The whole listing is to be given again without alteration, except that its pictures are dropped.

====

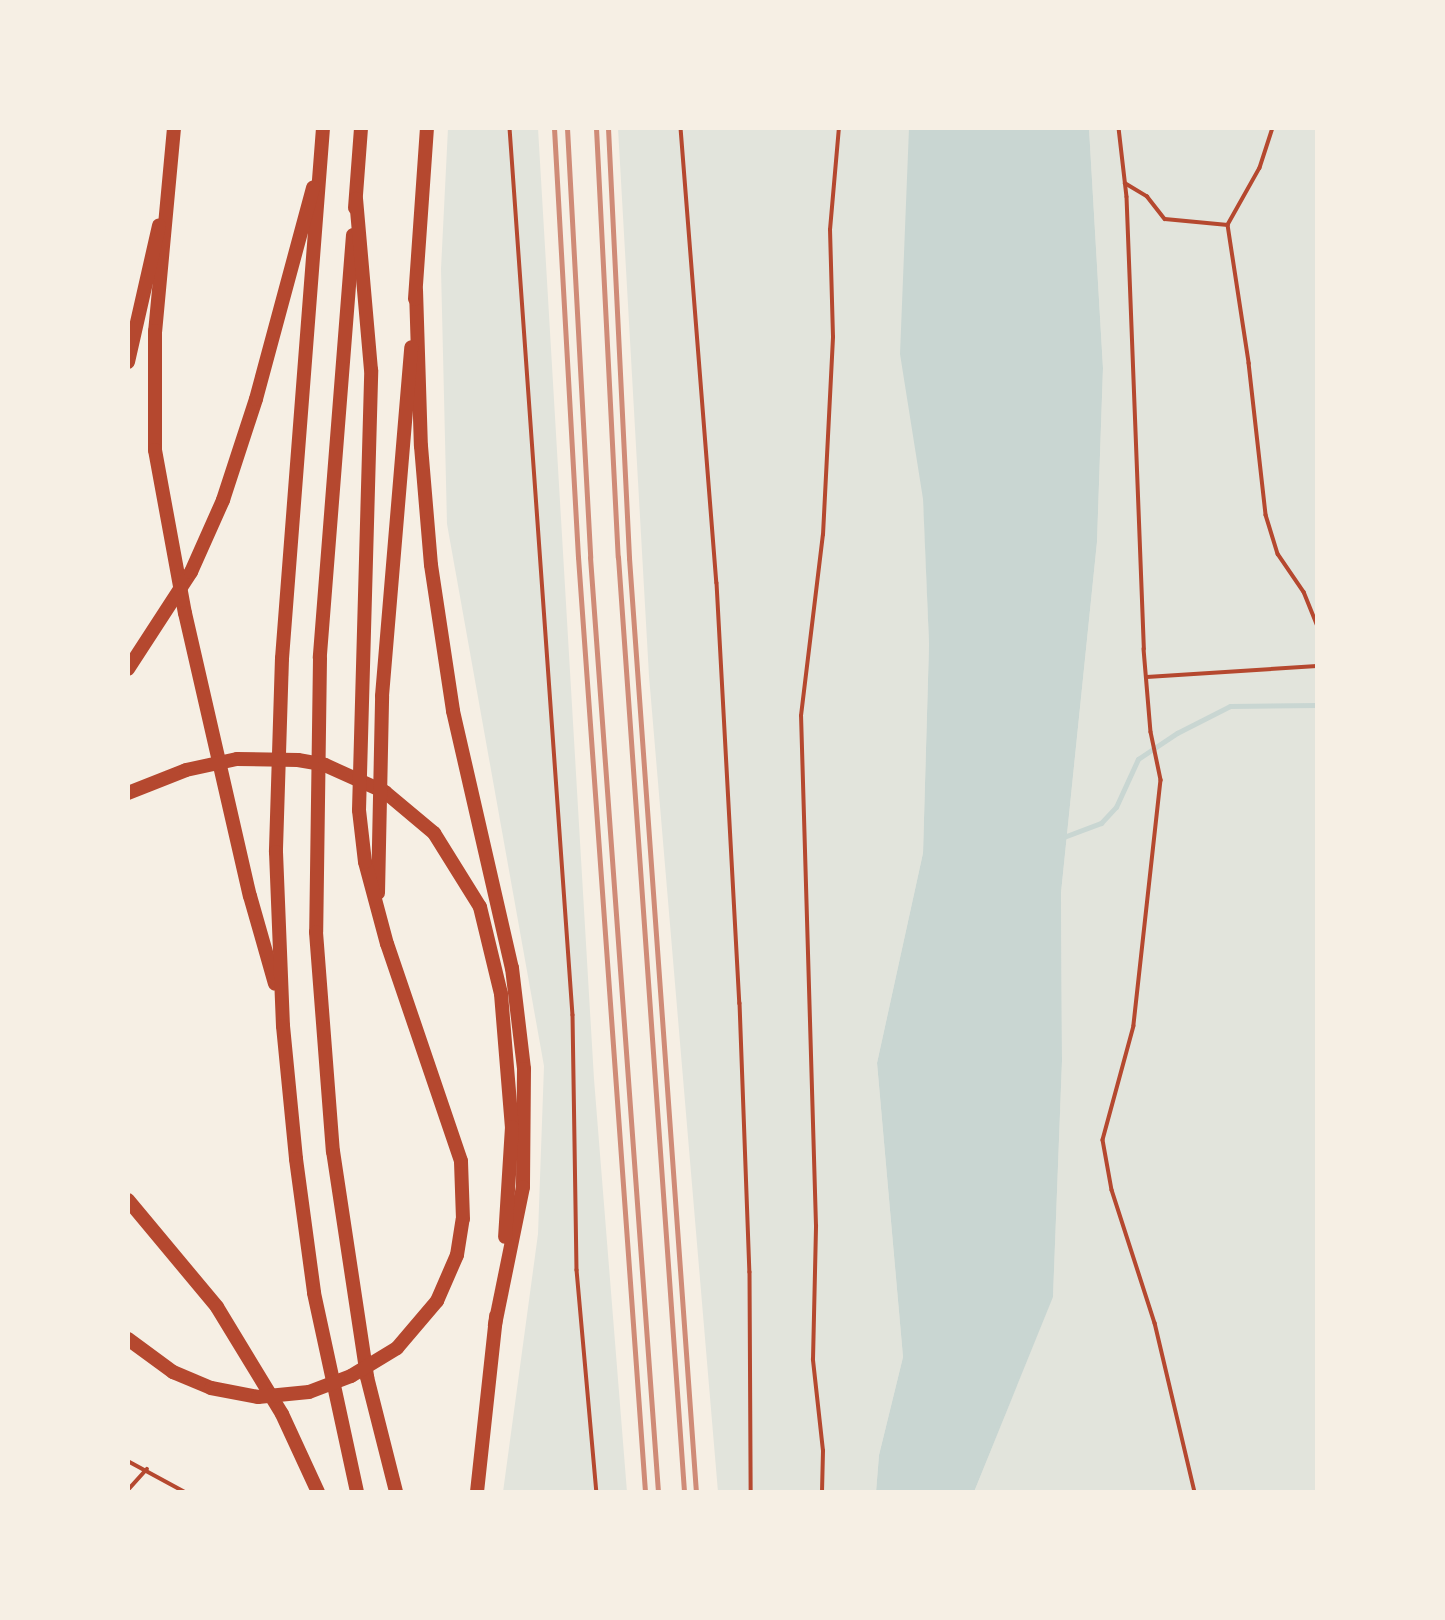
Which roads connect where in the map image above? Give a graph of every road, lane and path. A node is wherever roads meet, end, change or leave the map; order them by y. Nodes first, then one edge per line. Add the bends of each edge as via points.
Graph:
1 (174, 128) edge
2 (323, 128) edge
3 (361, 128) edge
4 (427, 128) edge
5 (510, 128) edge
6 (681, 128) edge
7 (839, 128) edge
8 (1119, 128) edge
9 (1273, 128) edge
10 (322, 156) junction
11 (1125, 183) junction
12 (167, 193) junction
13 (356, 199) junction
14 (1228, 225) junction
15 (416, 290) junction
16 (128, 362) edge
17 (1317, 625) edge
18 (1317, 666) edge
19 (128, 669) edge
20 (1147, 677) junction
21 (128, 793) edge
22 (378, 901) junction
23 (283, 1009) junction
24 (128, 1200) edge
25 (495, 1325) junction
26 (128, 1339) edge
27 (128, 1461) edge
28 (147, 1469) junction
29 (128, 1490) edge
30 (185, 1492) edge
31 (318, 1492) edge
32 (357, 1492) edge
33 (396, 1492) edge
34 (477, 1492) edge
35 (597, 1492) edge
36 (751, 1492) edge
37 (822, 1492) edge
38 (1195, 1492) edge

====

▶ [Written response]
Which roads connect where in the map image above? Give a graph of every road, lane and path. A node is wherever roads meet, end, change or leave the map; order them by y. Nodes first, then one edge per line. Add the bends of each edge as via points.
Graph:
1 (174, 128) edge
2 (323, 128) edge
3 (361, 128) edge
4 (427, 128) edge
5 (510, 128) edge
6 (681, 128) edge
7 (839, 128) edge
8 (1119, 128) edge
9 (1273, 128) edge
10 (322, 156) junction
11 (1125, 183) junction
12 (167, 193) junction
13 (356, 199) junction
14 (1228, 225) junction
15 (416, 290) junction
16 (128, 362) edge
17 (1317, 625) edge
18 (1317, 666) edge
19 (128, 669) edge
20 (1147, 677) junction
21 (128, 793) edge
22 (378, 901) junction
23 (283, 1009) junction
24 (128, 1200) edge
25 (495, 1325) junction
26 (128, 1339) edge
27 (128, 1461) edge
28 (147, 1469) junction
29 (128, 1490) edge
30 (185, 1492) edge
31 (318, 1492) edge
32 (357, 1492) edge
33 (396, 1492) edge
34 (477, 1492) edge
35 (597, 1492) edge
36 (751, 1492) edge
37 (822, 1492) edge
38 (1195, 1492) edge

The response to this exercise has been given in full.